Cuizon: Lest we forget

IN A democratic country, there are ways for the young to know who to trust and vote for as leader to lead a nation. Knowledge of history can help new voters make decisions.

Take the declaration of martial law in the Philippines, say for one who wasn’t even born on Sept. 21, 1972, the date of the declaration of a military rule. Young voters could find strength from the family’s own experience during the “dark days” as President Benigno C. Aquino III put it in a recent talk before graduates during a university’s commencement exercise.

We can’t appreciate enough the gift of freedom in a democratic nation without our knowledge of the past. The country’s 20th general election, which will be held a few days from now on May 9, has presidential, legislative and local candidates freely vying for positions in the democratic process.

And this is how candidates like Ferdinand Marcos, Jr., running for vice president, can run in the electoral fight in the exercise of freedom that his father Ferdinand Sr. took away from us in Proclamation 1081.

Let’s go back in years. The story doesn’t have to be from a history book. I could start with my own simple experience of the first few days when Marcos declared martial law.

In that morning, I got ready to go to an appointment in an office in Makati where I applied for a job.

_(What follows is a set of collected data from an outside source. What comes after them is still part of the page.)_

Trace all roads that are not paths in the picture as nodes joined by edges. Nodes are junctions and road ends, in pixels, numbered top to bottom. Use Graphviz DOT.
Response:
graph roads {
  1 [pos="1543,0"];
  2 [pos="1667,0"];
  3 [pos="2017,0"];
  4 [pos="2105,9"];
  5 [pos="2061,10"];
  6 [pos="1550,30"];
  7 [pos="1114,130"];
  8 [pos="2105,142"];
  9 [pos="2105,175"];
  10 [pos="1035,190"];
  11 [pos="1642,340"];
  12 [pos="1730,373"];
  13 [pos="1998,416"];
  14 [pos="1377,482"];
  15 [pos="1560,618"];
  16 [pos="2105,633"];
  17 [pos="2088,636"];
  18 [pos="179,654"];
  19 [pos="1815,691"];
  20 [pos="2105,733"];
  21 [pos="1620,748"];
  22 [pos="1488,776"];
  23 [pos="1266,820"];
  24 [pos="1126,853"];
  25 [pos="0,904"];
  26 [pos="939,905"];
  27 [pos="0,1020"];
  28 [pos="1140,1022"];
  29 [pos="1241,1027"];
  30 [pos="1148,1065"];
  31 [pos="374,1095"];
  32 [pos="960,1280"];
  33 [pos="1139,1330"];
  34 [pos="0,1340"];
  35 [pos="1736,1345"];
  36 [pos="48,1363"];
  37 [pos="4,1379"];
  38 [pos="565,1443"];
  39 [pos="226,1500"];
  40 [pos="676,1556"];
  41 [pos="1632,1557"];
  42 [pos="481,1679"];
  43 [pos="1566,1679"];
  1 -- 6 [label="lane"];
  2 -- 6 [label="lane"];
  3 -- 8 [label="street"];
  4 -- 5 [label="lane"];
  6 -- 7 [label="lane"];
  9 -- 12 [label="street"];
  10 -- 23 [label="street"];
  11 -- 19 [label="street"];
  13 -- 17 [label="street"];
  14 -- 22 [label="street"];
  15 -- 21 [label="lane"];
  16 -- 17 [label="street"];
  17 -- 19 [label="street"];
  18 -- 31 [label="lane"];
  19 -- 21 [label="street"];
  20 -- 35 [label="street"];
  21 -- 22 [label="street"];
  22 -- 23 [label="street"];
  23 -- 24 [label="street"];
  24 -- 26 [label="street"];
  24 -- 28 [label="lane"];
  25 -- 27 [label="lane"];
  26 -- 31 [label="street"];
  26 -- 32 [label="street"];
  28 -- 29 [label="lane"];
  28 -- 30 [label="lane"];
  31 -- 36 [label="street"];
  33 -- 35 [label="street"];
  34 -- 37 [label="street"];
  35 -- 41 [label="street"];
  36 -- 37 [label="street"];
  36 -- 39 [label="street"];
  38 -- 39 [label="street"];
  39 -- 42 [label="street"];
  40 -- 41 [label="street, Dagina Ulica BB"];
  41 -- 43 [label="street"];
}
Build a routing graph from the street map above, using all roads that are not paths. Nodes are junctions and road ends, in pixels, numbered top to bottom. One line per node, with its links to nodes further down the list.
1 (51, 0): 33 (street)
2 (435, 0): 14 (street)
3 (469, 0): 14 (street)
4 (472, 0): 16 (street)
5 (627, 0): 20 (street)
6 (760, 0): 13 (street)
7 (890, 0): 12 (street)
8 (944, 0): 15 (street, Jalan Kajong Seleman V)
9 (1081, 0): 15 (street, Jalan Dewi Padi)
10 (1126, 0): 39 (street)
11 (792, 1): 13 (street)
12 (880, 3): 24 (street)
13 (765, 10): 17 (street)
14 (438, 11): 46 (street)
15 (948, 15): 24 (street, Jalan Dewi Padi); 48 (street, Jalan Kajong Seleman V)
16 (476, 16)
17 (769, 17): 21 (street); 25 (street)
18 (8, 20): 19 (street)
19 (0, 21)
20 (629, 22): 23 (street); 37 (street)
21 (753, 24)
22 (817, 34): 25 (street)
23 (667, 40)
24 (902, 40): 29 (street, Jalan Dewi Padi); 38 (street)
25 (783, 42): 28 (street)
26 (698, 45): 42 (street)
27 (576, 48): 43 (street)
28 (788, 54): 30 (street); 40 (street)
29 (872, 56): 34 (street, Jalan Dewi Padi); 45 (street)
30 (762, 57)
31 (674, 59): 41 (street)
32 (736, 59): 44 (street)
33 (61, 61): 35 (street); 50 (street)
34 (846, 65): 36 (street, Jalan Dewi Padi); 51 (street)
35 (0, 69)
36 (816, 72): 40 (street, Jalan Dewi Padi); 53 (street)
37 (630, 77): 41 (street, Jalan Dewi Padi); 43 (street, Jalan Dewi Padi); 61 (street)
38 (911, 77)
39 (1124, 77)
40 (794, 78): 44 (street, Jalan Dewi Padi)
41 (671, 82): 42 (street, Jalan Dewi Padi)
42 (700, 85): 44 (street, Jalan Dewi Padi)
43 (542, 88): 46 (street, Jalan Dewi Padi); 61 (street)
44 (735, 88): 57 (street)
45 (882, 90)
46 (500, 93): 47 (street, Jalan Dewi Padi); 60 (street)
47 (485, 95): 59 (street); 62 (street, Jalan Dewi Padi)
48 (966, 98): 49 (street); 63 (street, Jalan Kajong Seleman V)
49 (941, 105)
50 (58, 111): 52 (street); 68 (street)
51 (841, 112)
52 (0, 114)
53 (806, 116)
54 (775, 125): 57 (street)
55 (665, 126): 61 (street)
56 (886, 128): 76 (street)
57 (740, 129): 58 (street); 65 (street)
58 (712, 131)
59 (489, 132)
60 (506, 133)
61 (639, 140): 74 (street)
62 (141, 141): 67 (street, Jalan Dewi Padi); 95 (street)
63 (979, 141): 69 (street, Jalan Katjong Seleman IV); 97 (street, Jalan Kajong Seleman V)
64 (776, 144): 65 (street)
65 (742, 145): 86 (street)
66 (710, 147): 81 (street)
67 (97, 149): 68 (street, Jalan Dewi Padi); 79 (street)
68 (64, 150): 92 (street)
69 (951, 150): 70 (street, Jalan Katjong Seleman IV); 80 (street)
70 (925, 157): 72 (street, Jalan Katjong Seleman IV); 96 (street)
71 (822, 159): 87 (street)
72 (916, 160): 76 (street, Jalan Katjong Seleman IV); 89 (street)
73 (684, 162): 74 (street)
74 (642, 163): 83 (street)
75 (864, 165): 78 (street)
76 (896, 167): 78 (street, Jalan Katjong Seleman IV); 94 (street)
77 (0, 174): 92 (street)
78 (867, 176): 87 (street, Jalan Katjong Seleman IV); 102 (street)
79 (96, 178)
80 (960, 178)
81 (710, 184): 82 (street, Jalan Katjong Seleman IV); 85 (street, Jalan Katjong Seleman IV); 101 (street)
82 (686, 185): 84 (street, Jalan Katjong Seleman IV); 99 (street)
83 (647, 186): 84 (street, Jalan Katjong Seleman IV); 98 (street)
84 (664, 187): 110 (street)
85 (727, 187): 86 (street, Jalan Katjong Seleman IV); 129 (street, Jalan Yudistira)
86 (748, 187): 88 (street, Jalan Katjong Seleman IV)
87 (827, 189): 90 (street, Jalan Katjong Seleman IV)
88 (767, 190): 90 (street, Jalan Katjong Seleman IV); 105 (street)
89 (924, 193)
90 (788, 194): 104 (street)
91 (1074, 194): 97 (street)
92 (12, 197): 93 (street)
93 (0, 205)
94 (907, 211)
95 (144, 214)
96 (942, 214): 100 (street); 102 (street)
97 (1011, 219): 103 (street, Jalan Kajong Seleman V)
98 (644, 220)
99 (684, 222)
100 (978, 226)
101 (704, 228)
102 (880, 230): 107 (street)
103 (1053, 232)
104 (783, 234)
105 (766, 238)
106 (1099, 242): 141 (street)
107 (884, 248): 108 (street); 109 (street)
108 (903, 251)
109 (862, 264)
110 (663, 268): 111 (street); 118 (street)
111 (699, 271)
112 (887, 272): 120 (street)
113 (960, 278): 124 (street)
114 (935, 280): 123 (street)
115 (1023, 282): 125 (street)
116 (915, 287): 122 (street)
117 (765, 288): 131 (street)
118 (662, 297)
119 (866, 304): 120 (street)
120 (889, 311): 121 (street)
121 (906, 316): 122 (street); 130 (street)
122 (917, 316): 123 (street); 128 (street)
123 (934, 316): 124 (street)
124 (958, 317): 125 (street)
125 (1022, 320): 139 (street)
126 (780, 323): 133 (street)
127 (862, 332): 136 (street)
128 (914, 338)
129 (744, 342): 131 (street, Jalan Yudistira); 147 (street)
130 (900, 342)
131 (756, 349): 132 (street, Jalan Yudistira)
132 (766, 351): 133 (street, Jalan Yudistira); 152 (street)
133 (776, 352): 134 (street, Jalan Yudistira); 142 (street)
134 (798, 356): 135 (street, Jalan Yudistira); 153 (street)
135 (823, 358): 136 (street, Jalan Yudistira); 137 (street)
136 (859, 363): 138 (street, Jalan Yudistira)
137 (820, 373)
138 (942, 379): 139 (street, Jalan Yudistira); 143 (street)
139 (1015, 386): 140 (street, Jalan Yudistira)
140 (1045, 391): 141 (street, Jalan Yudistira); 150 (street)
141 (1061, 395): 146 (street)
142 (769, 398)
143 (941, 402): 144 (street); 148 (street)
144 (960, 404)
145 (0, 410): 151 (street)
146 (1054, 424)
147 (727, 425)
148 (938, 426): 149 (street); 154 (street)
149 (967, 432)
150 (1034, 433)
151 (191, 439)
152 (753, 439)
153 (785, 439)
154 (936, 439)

I had just graduated some months earlier in a journalism course, I tried to get a job in Manila or come home back to Cebu.

From inside the cab I took, I sensed a bit of quiet on the road, as though traffic was less. I didn’t connect it with the latest gossip of Marcos having declared martial law. The talk tripped across the room in parties, like one I attended. But nobody was taking it seriously.

Only a few people were at work in the office where I got an appointment, some of them ready to get out, surely to go home, which I also did. It was another cab driver who confirmed the declaration. He said the roads leading to Malacañang Palace were barred from vehicles.

When I arrived back at my rented apartment, I learned from my niece who got frantic phone calls that a friend or two in college were arrested quietly at dawn in UP Diliman. The talk was also about politicians who ran away from the country earlier.

We rushed to the mall for groceries and found it almost empty even as newcomers came rushing in to pack what was left. The bus we took back to the apartment was full but no one was talking to anyone, the passengers were mute as though after a fight lost. They kept so much quieter when a military vehicle overtook us.

There was no more voice in media except one or two radio and television stations. Proclamation 1081 placed governance under control of the Armed Forces of the Philippines, closed the Philippine Congress, suspended civil rights and set a curfew country-wide.

With the curfew set throughout the country, social parties were reduced although there were still gatherings of families and friends with socializing noise reduced at 10 p.m. The party could go on quietly without any one rushing out to beat the curfew. The guests would go back home only at dawn—the guys sleeping in the sala, the women in the guest room.

In the first few days after the martial law proclamation, many of my friends left for the home provinces. Imagine the count of the decrease of the population in Metro Manila within just a few days.

Media outfits were closed, some allowed to continue operating under close military watch. Months and years after that, thousands of opposition leaders were detained in military compounds.

The new generation going to voting places to choose the nation’s leaders should look around, read history or ask about it, and watch out. Can we make another Edsa Revolution?